• Task requirements
Return an exact transcript of the material below from the line containing "Which roads connect" through its final line, and no other lines.
-------- Data for review --------
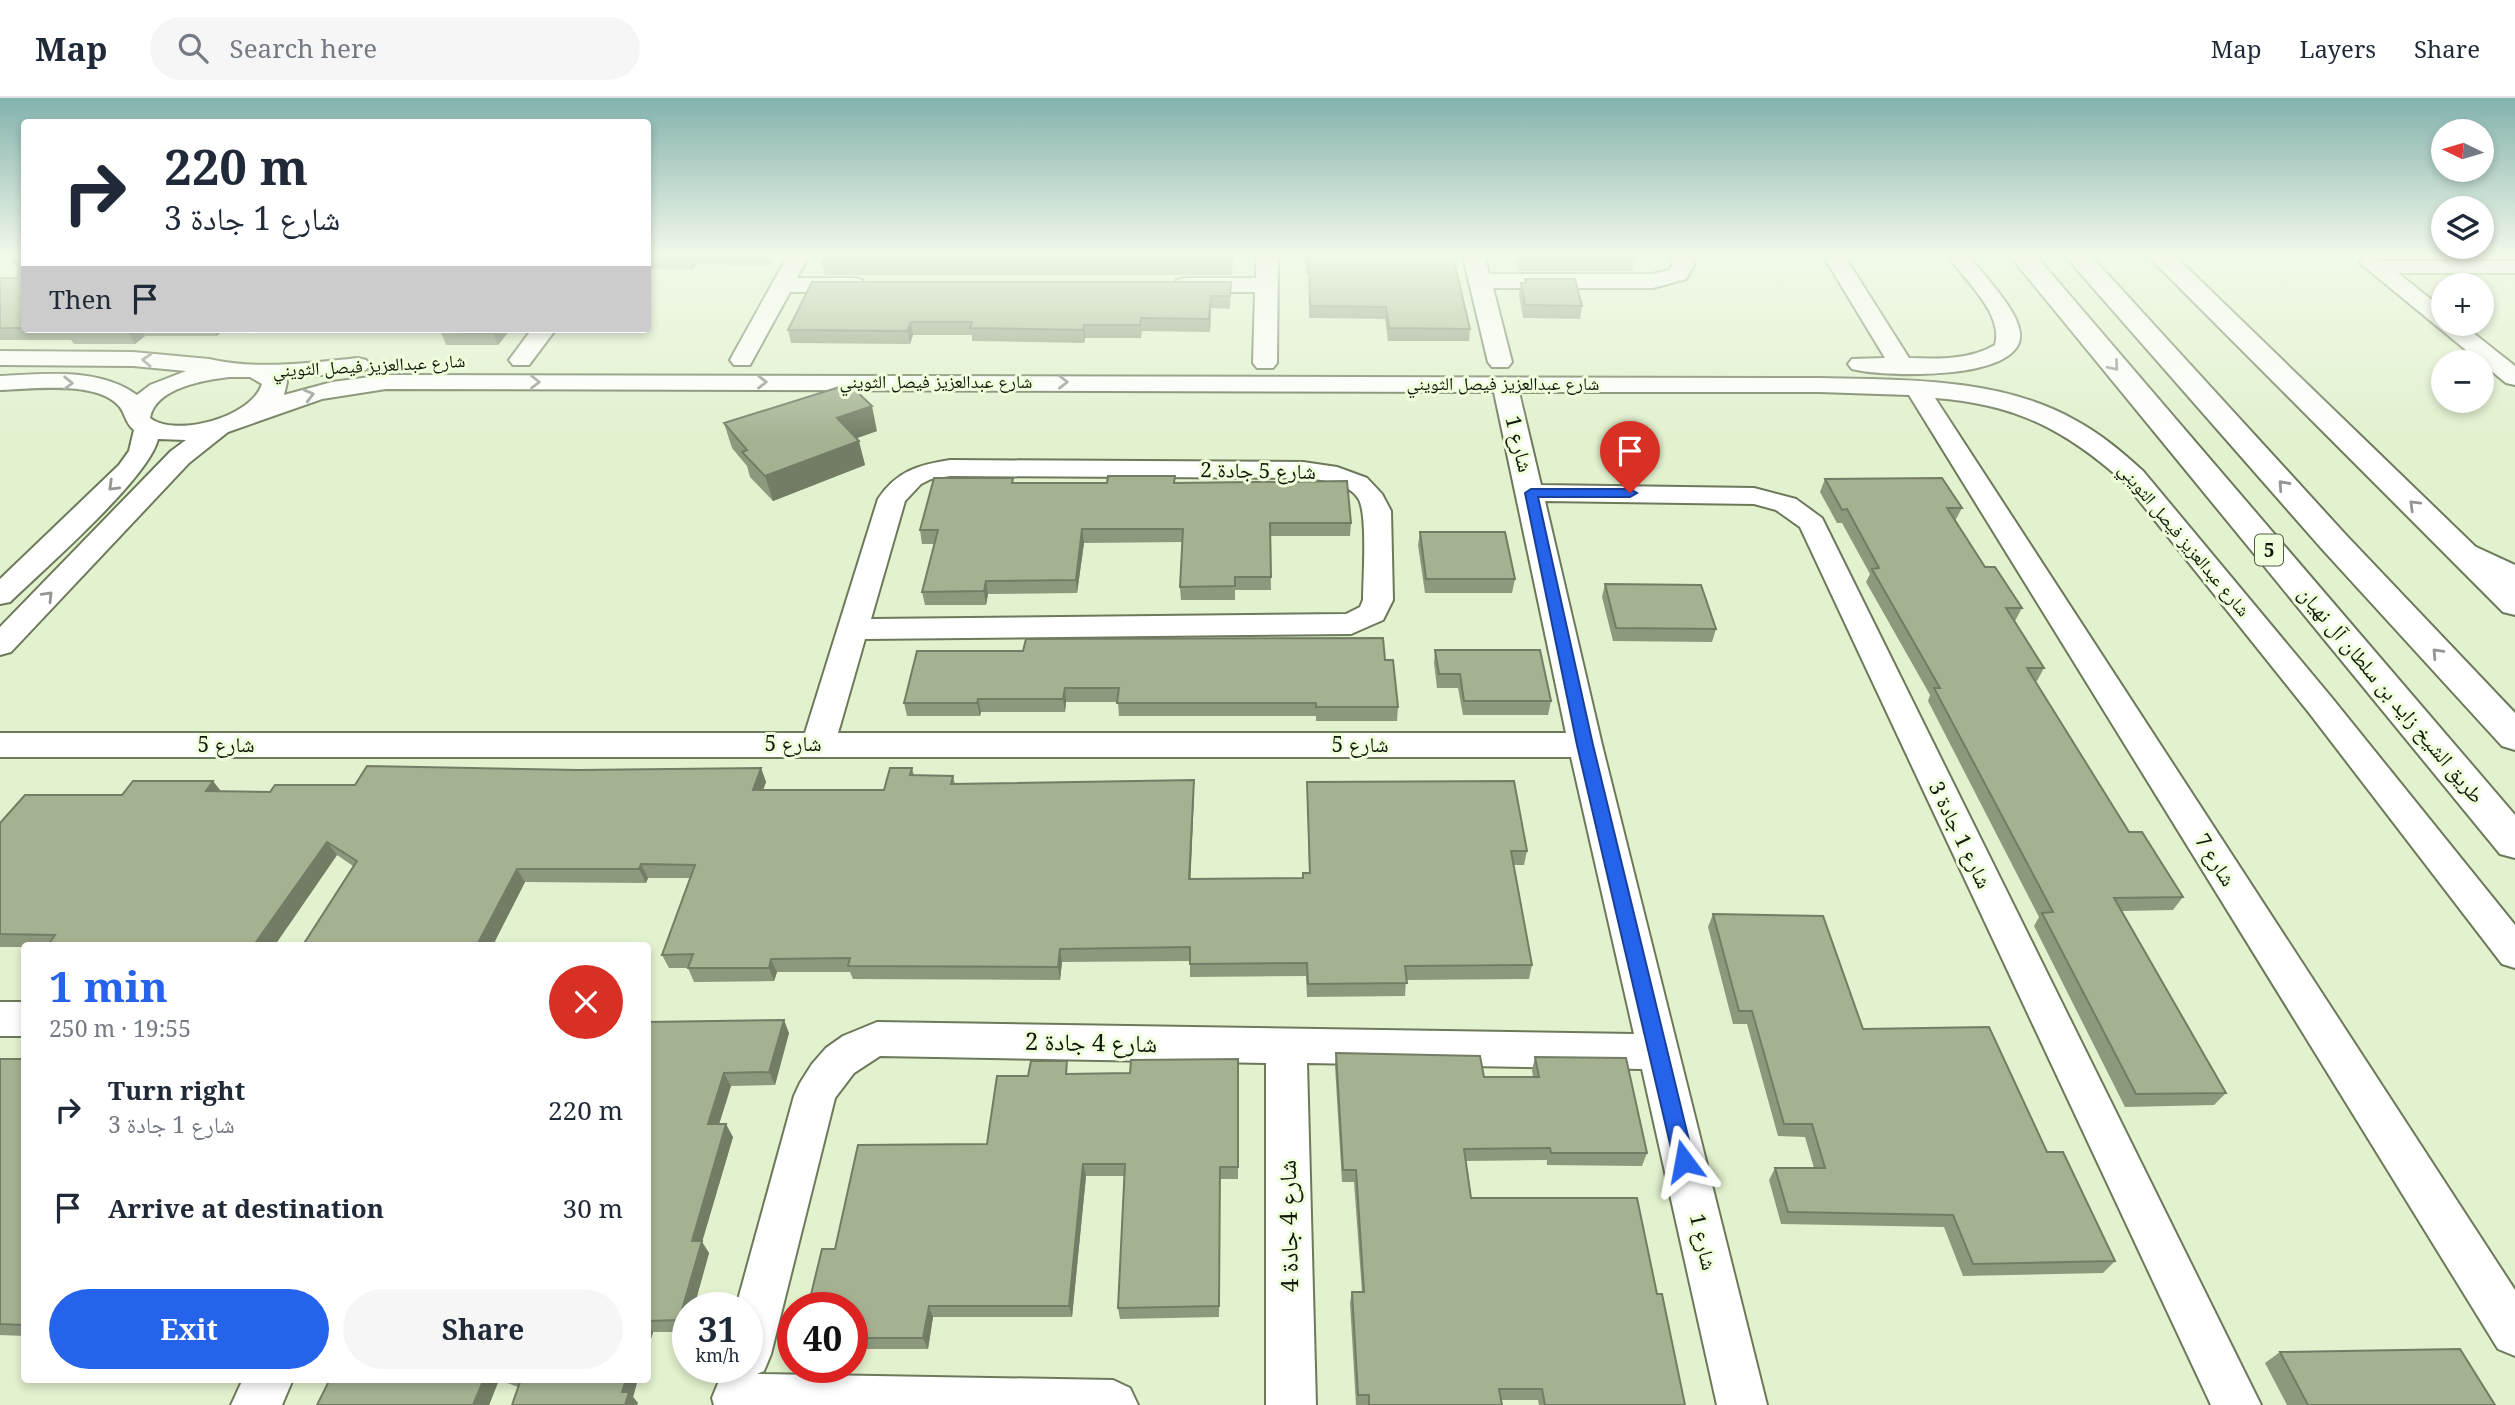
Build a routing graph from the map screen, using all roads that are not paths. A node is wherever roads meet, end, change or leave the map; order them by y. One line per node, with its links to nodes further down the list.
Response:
1 (765, 318): 15 (street)
2 (1266, 318): 17 (street)
3 (1489, 318): 21 (street, شارع 1)
4 (1873, 318): 22 (street, شارع 7)
5 (2003, 318): 18 (street, شارع عبدالعزيز فيصل الثويني)
6 (2074, 318): 41 (highway, طريق الشيخ زايد بن سلطان آل نهيان / 5, one-way to 41)
7 (2133, 318): 37 (highway, one-way to 7)
8 (2223, 318): 29 (highway, one-way to 8)
9 (541, 333): 12 (street)
10 (2463, 336): 23 (street)
11 (0, 358): 20 (street, شارع عبدالعزيز فيصل الثويني, one-way to 11)
12 (521, 360): 13 (street, شارع عبدالعزيز فيصل الثويني); 20 (street, شارع عبدالعزيز فيصل الثويني)
13 (631, 360)
14 (714, 360): 15 (street)
15 (741, 360): 16 (street)
16 (768, 360)
17 (1265, 363): 19 (street, شارع عبدالعزيز فيصل الثويني); 21 (street, شارع عبدالعزيز فيصل الثويني)
18 (1972, 363): 22 (street, شارع عبدالعزيز فيصل الثويني); 25 (street)
19 (1016, 368): 21 (street, شارع عبدالعزيز فيصل الثويني, one-way to 21); 26 (street, شارع عبدالعزيز فيصل الثويني, one-way to 19)
20 (249, 370): 26 (street); 27 (street)
21 (1502, 373): 22 (street, شارع عبدالعزيز فيصل الثويني); 28 (street, شارع 1)
22 (1909, 375): 25 (street, شارع عبدالعزيز فيصل الثويني); 48 (street, شارع 7)
23 (2515, 377)
24 (0, 383): 27 (street, one-way to 27)
25 (2001, 401): 42 (street, شارع عبدالعزيز فيصل الثويني)
26 (239, 419): 27 (street); 31 (street)
27 (142, 422): 30 (street, one-way to 30)
28 (1531, 493): 40 (street, شارع 1); 55 (street, شارع 1 جادة 3)
29 (2454, 544): 32 (street); 34 (highway)
30 (49, 548): 31 (street); 33 (street)
31 (93, 550): 36 (street, one-way to 31)
32 (2515, 577)
33 (0, 595)
34 (2515, 604)
35 (851, 629): 35 (street, شارع 5 جادة 2); 38 (street, شارع 5 جادة 2)
36 (0, 645)
37 (2515, 737)
38 (818, 744): 39 (street, شارع 5); 40 (street, شارع 5)
39 (0, 745)
40 (1585, 745): 46 (street, شارع 1)
41 (2515, 843)
42 (2515, 953)
43 (0, 1019): 44 (street)
44 (21, 1019)
45 (1286, 1046): 46 (street, شارع 4 جادة 2); 47 (street, شارع 4 جادة 2); 53 (street, شارع 4 جادة 4)
46 (1658, 1052): 54 (street, شارع 1)
47 (763, 1294)
48 (2515, 1332)
49 (763, 1382): 52 (street)
50 (267, 1383): 51 (street)
51 (256, 1405)
52 (1114, 1405)
53 (1292, 1405)
54 (1742, 1405)
55 (2236, 1405)

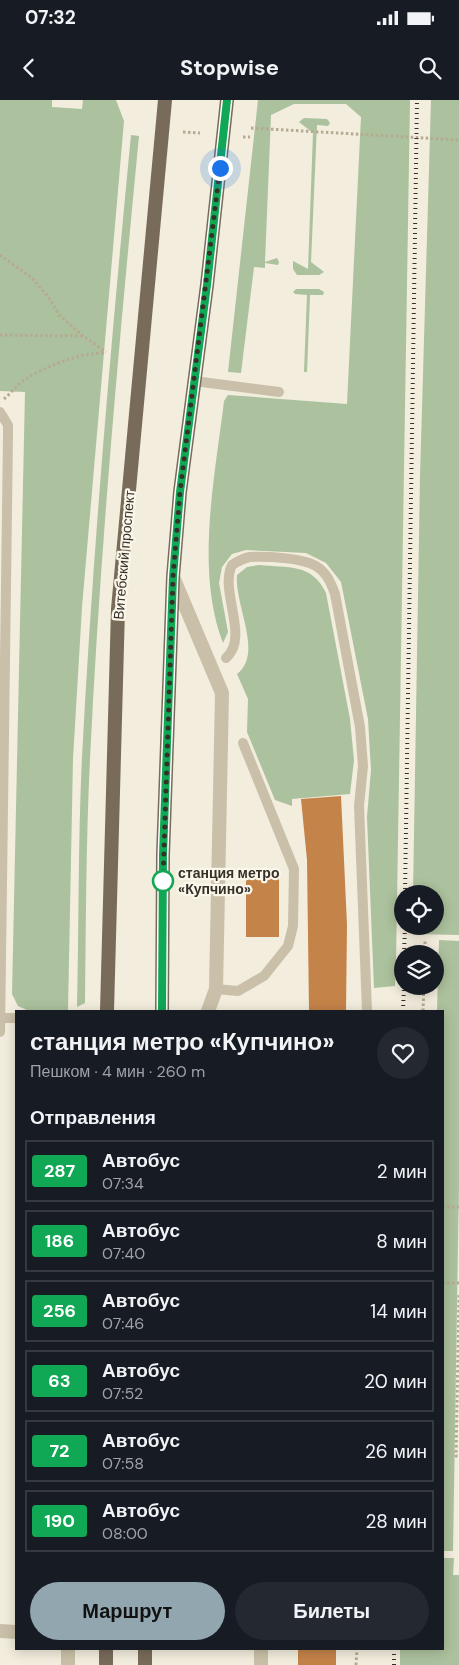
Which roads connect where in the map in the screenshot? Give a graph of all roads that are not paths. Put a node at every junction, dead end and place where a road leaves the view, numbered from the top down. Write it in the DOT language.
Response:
graph roads {
  1 [pos="165,100"];
  2 [pos="227,100"];
  3 [pos="194,382"];
  4 [pos="278,392"];
  5 [pos="0,412"];
  6 [pos="173,577"];
  7 [pos="226,658"];
  8 [pos="243,743"];
  9 [pos="216,989"];
  10 [pos="106,1010"];
  11 [pos="162,1010"];
  12 [pos="208,1010"];
  13 [pos="367,1010"];
  14 [pos="0,1018"];
  15 [pos="15,1018"];
  16 [pos="0,1032"];
  17 [pos="0,1631"];
  18 [pos="15,1632"];
  19 [pos="68,1650"];
  20 [pos="106,1650"];
  21 [pos="145,1650"];
  22 [pos="261,1650"];
  23 [pos="68,1665"];
  24 [pos="106,1665"];
  25 [pos="145,1665"];
  26 [pos="261,1665"];
  1 -- 10 [label="main road, Витебский проспект"];
  2 -- 3 [label="main road"];
  3 -- 4 [label="lane"];
  3 -- 6 [label="main road"];
  5 -- 14 [label="lane"];
  6 -- 9 [label="street"];
  6 -- 11 [label="main road"];
  7 -- 13 [label="lane"];
  8 -- 9 [label="lane"];
  9 -- 12 [label="street"];
  14 -- 15 [label="lane"];
  14 -- 16 [label="lane"];
  17 -- 18 [label="street"];
  19 -- 23 [label="street"];
  20 -- 24 [label="main road"];
  21 -- 25 [label="main road"];
  22 -- 26 [label="street"];
}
--------
• Written response
Which roads connect where in the map in the screenshot? Give a graph of all roads that are not paths. Put a node at every junction, dead end and place where a road leaves the view, numbered from the top down. Write it in the DOT language.
Response:
graph roads {
  1 [pos="165,100"];
  2 [pos="227,100"];
  3 [pos="194,382"];
  4 [pos="278,392"];
  5 [pos="0,412"];
  6 [pos="173,577"];
  7 [pos="226,658"];
  8 [pos="243,743"];
  9 [pos="216,989"];
  10 [pos="106,1010"];
  11 [pos="162,1010"];
  12 [pos="208,1010"];
  13 [pos="367,1010"];
  14 [pos="0,1018"];
  15 [pos="15,1018"];
  16 [pos="0,1032"];
  17 [pos="0,1631"];
  18 [pos="15,1632"];
  19 [pos="68,1650"];
  20 [pos="106,1650"];
  21 [pos="145,1650"];
  22 [pos="261,1650"];
  23 [pos="68,1665"];
  24 [pos="106,1665"];
  25 [pos="145,1665"];
  26 [pos="261,1665"];
  1 -- 10 [label="main road, Витебский проспект"];
  2 -- 3 [label="main road"];
  3 -- 4 [label="lane"];
  3 -- 6 [label="main road"];
  5 -- 14 [label="lane"];
  6 -- 9 [label="street"];
  6 -- 11 [label="main road"];
  7 -- 13 [label="lane"];
  8 -- 9 [label="lane"];
  9 -- 12 [label="street"];
  14 -- 15 [label="lane"];
  14 -- 16 [label="lane"];
  17 -- 18 [label="street"];
  19 -- 23 [label="street"];
  20 -- 24 [label="main road"];
  21 -- 25 [label="main road"];
  22 -- 26 [label="street"];
}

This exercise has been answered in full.